I LOVE the Bath & Body Works deodorant. They actually discontinued it and you can only find it during their big sales twice a year.


----------



## MACattack (Jul 14, 2005)

Something to look out for is the clear gel deodorant from Adidas. It's amazing! I have NEVER had a deodorant work this well ever before! It's made for athletes, so it's pretty hardcore. And apparently it has like cotton fibers in it, so when you sweat, it's absorbed into those.

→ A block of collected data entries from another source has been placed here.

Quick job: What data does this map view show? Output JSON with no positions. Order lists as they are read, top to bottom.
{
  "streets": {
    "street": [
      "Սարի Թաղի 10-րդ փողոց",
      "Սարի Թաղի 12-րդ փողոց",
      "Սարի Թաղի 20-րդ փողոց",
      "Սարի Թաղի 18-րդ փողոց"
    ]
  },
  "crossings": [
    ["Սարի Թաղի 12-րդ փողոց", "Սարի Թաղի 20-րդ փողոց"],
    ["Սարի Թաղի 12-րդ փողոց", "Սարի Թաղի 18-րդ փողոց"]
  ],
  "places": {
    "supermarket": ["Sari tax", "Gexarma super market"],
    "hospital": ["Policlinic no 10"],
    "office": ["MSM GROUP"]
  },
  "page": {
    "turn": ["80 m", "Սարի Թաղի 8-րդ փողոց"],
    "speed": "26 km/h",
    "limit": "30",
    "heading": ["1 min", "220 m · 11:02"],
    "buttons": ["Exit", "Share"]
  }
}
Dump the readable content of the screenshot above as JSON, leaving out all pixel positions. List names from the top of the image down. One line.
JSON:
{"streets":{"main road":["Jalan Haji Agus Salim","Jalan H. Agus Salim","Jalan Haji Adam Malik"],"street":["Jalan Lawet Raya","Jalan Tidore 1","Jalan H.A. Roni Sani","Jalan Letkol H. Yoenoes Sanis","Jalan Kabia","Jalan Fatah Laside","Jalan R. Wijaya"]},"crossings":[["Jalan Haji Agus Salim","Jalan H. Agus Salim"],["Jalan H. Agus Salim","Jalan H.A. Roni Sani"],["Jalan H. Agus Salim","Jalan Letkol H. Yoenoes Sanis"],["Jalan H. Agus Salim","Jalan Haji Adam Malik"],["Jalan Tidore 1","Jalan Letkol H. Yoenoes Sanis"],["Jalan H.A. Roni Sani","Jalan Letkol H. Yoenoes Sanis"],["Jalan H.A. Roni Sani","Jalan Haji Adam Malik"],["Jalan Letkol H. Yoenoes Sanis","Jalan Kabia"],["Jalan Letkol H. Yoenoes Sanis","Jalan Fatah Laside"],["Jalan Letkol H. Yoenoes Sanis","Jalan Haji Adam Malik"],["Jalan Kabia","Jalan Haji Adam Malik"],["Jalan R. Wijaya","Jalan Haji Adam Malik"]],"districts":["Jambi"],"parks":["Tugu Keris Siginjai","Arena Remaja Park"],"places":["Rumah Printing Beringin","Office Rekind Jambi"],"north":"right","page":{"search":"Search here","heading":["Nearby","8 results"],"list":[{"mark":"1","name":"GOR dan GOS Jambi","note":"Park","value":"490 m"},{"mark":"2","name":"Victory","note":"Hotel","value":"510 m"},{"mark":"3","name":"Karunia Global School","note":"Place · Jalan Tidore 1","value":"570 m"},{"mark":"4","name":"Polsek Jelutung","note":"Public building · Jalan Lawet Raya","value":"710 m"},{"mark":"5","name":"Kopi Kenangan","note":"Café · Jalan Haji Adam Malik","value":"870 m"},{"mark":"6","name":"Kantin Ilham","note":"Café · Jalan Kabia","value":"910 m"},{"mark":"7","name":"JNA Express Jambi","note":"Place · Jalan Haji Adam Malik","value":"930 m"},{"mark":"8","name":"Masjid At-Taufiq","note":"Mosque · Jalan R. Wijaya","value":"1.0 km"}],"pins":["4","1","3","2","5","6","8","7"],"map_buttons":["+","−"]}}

AMAZING!


----------



## lily (Jul 22, 2005)

i use clarins ream deodrant and i love it and before that i use to use lancome deo but i loved clarins more


----------



## kissacid (Jul 23, 2005)

I love the Dove one too!! I used to use Secret but then it somehow stopped working..then I used Sure for a while, till I tried Dove on a whim - actually I had run out of the house and forgot to use deo and grabbed the nearest thing at a nearby store....and it was Dove, and it rocks! 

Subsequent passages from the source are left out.